RECORDED INFORMATION Start Marker
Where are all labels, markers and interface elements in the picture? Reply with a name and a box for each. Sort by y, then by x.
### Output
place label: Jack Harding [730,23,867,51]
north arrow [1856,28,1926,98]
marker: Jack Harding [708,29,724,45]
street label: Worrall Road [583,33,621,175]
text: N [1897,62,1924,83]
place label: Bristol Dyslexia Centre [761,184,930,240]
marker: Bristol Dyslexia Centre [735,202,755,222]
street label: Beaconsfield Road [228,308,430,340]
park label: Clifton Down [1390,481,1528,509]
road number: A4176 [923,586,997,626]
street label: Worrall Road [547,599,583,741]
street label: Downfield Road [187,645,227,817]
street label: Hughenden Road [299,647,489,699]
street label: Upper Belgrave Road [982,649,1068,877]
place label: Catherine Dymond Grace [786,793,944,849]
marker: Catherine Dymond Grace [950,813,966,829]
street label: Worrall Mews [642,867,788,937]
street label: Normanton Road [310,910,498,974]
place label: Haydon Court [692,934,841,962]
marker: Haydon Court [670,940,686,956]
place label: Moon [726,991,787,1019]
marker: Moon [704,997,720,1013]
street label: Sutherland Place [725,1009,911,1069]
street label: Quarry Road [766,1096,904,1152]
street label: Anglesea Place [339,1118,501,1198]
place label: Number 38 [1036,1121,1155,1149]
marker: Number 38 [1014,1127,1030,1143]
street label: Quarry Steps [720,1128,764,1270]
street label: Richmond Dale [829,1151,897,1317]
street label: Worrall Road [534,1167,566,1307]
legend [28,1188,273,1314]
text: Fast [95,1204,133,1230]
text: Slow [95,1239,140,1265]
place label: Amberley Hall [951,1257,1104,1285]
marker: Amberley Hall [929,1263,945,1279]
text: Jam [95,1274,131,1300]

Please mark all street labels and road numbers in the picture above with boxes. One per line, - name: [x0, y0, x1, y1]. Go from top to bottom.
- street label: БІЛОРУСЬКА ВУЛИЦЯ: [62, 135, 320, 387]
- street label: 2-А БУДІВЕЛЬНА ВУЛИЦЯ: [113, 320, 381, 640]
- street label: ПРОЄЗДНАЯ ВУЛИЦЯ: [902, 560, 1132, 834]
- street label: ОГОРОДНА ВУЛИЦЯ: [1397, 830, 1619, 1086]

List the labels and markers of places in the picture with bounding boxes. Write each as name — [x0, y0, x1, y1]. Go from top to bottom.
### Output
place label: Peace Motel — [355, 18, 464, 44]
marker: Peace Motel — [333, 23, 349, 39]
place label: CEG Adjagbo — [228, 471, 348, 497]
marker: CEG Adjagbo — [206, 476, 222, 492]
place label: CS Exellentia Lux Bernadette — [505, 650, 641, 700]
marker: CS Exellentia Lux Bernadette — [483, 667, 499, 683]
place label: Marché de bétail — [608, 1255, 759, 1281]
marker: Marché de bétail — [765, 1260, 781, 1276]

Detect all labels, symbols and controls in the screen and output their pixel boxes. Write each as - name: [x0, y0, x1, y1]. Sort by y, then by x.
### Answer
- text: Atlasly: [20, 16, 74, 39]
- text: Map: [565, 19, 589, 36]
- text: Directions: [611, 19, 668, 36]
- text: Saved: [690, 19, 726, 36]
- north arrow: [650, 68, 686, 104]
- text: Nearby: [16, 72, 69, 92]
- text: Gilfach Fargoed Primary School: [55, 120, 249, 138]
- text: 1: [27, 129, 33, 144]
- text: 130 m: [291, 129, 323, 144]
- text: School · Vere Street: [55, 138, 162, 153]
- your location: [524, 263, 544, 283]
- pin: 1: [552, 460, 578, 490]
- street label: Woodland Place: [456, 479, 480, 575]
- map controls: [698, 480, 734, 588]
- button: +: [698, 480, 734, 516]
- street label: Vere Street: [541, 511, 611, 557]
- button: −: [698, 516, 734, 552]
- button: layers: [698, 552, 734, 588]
RECORDED INFORMATION End Marker
Reproduce the listing in full, exactly, so that no line is missing.

Where are all labels, markers and interface elements in the picture? Reply with a name and a box for each. Sort by y, then by x.
### Output
place label: Jack Harding [730,23,867,51]
north arrow [1856,28,1926,98]
marker: Jack Harding [708,29,724,45]
street label: Worrall Road [583,33,621,175]
text: N [1897,62,1924,83]
place label: Bristol Dyslexia Centre [761,184,930,240]
marker: Bristol Dyslexia Centre [735,202,755,222]
street label: Beaconsfield Road [228,308,430,340]
park label: Clifton Down [1390,481,1528,509]
road number: A4176 [923,586,997,626]
street label: Worrall Road [547,599,583,741]
street label: Downfield Road [187,645,227,817]
street label: Hughenden Road [299,647,489,699]
street label: Upper Belgrave Road [982,649,1068,877]
place label: Catherine Dymond Grace [786,793,944,849]
marker: Catherine Dymond Grace [950,813,966,829]
street label: Worrall Mews [642,867,788,937]
street label: Normanton Road [310,910,498,974]
place label: Haydon Court [692,934,841,962]
marker: Haydon Court [670,940,686,956]
place label: Moon [726,991,787,1019]
marker: Moon [704,997,720,1013]
street label: Sutherland Place [725,1009,911,1069]
street label: Quarry Road [766,1096,904,1152]
street label: Anglesea Place [339,1118,501,1198]
place label: Number 38 [1036,1121,1155,1149]
marker: Number 38 [1014,1127,1030,1143]
street label: Quarry Steps [720,1128,764,1270]
street label: Richmond Dale [829,1151,897,1317]
street label: Worrall Road [534,1167,566,1307]
legend [28,1188,273,1314]
text: Fast [95,1204,133,1230]
text: Slow [95,1239,140,1265]
place label: Amberley Hall [951,1257,1104,1285]
marker: Amberley Hall [929,1263,945,1279]
text: Jam [95,1274,131,1300]

Please mark all street labels and road numbers in the picture above with boxes. One per line, - name: [x0, y0, x1, y1]. Go from top to bottom.
- street label: БІЛОРУСЬКА ВУЛИЦЯ: [62, 135, 320, 387]
- street label: 2-А БУДІВЕЛЬНА ВУЛИЦЯ: [113, 320, 381, 640]
- street label: ПРОЄЗДНАЯ ВУЛИЦЯ: [902, 560, 1132, 834]
- street label: ОГОРОДНА ВУЛИЦЯ: [1397, 830, 1619, 1086]

List the labels and markers of places in the picture with bounding boxes. Write each as name — [x0, y0, x1, y1]. Go from top to bottom.
### Output
place label: Peace Motel — [355, 18, 464, 44]
marker: Peace Motel — [333, 23, 349, 39]
place label: CEG Adjagbo — [228, 471, 348, 497]
marker: CEG Adjagbo — [206, 476, 222, 492]
place label: CS Exellentia Lux Bernadette — [505, 650, 641, 700]
marker: CS Exellentia Lux Bernadette — [483, 667, 499, 683]
place label: Marché de bétail — [608, 1255, 759, 1281]
marker: Marché de bétail — [765, 1260, 781, 1276]

Detect all labels, symbols and controls in the screen and output their pixel boxes. Write each as - name: [x0, y0, x1, y1]. Sort by y, then by x.
### Answer
- text: Atlasly: [20, 16, 74, 39]
- text: Map: [565, 19, 589, 36]
- text: Directions: [611, 19, 668, 36]
- text: Saved: [690, 19, 726, 36]
- north arrow: [650, 68, 686, 104]
- text: Nearby: [16, 72, 69, 92]
- text: Gilfach Fargoed Primary School: [55, 120, 249, 138]
- text: 1: [27, 129, 33, 144]
- text: 130 m: [291, 129, 323, 144]
- text: School · Vere Street: [55, 138, 162, 153]
- your location: [524, 263, 544, 283]
- pin: 1: [552, 460, 578, 490]
- street label: Woodland Place: [456, 479, 480, 575]
- map controls: [698, 480, 734, 588]
- button: +: [698, 480, 734, 516]
- street label: Vere Street: [541, 511, 611, 557]
- button: −: [698, 516, 734, 552]
- button: layers: [698, 552, 734, 588]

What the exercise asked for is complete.